Proof Using Subsequences

[The Student]

The question starts off as, "Consider the sequence {a(n)} from n=1 to n = ∞, defined inductively by a(1) = 0, and a(n+1) = √(a(n)+ 2) for n ≥ 1. Prove that {an} from n=1 to n = ∞ is increasing". I actually understand everything except for the beginning my professor's answer, and in the beginning of the answer, my professor starts the answer of by putting, "Consider a^2(n+1) − a^2(n) = a(n) + 2 − a^2(n) = − (a^2(n) − a(n) −2) = −(a(n) −2)(a(n) + 1)". Then he puts " Note that a(n) ≥ 0 for all n". It is this last part that confuses me; how does he know that a(n) is ≥ 0 for all n?

 

[pka]

The question starts off as, "Consider the sequence {a(n)} from n=1 to n = ∞, defined inductively by a(1) = 0, and a(n+1) = √(a(n)+ 2) for n ≥ 1. Prove that {an} from n=1 to n = ∞ is increasing". I actually understand everything except for the beginning my professor's answer, and in the beginning of the answer, my professor starts the answer of by putting, "Consider a^2(n+1) − a^2(n) = a(n) + 2 − a^2(n) = − (a^2(n) − a(n) −2) = −(a(n) −2)(a(n) + 1)". Then he puts " Note that a(n) ≥ 0 for all n". It is this last part that confuses me; how does he know that a(n) is ≥ 0 for all n?

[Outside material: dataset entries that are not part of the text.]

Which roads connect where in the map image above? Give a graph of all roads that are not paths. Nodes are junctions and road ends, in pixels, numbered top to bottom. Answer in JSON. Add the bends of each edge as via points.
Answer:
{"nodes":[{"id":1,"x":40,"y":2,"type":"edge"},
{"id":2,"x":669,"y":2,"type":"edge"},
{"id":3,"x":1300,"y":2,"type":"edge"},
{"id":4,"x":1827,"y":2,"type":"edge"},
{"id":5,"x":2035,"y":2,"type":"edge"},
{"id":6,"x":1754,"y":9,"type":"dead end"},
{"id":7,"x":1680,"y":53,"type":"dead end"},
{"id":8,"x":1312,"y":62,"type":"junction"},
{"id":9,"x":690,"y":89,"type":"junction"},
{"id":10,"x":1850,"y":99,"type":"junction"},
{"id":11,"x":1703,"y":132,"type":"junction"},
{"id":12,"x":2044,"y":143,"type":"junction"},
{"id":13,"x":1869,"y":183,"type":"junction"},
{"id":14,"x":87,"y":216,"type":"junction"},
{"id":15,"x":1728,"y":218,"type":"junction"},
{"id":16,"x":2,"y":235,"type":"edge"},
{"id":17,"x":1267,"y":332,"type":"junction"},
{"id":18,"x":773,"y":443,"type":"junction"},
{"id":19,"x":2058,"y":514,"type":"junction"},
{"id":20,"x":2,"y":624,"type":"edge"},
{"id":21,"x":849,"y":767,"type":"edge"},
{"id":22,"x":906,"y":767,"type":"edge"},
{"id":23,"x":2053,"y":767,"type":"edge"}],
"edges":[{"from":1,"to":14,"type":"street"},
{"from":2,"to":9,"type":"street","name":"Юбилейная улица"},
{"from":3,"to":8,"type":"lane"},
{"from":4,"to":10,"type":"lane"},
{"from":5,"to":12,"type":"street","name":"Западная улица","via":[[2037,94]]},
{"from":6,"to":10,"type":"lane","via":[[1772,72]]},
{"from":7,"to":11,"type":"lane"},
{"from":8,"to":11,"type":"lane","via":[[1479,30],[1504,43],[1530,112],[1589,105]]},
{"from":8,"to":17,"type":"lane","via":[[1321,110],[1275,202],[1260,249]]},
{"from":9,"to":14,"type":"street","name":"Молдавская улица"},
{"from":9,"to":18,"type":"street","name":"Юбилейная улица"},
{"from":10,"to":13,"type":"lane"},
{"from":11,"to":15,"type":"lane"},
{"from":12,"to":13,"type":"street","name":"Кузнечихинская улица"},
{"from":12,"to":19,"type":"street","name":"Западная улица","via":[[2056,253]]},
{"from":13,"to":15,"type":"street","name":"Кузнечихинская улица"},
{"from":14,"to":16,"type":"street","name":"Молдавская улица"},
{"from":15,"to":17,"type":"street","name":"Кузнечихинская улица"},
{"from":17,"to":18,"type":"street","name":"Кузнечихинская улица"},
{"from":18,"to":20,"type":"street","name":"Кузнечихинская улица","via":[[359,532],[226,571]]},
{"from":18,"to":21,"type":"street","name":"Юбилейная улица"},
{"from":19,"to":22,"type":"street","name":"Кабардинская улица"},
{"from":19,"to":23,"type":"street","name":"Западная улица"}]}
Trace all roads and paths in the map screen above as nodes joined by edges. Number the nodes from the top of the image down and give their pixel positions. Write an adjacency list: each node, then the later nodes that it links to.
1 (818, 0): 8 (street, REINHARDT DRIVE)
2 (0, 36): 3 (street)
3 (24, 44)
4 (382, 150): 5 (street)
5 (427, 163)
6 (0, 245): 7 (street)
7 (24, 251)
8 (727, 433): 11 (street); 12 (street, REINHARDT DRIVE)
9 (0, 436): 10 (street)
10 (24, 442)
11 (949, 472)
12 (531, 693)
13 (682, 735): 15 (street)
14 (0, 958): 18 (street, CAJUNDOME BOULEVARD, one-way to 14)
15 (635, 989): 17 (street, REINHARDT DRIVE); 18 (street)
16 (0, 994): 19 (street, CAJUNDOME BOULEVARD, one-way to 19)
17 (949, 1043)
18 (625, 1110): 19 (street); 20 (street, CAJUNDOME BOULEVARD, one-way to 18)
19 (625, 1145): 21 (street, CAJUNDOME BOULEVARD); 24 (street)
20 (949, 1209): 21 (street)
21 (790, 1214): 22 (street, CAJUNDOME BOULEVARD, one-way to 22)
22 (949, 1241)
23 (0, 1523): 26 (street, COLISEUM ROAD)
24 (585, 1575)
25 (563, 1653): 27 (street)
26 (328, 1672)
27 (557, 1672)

It is part of the definition of the sequence: \(\displaystyle a_{n+1}=\sqrt{a_n+2}\ge 0\).

If \(\displaystyle \sqrt t\) is defined then \(\displaystyle \sqrt t\ge 0\).

 

[The Student]

It is part of the definition of the sequence: \(\displaystyle a_{n+1}=\sqrt{a_n+2}\ge 0\).

If \(\displaystyle \sqrt t\) is defined then \(\displaystyle \sqrt t\ge 0\).

It makes sense to me that a(n+1) can't be negative and be defined, but why can 't a(n) be negative here, a(n) = a^2(n+1) - 2?

 

[daon2]

It makes sense to me that a(n+1) can't be negative and be defined, but why can 't a(n) be negative here, a(n) = a^2(n+1) - 2?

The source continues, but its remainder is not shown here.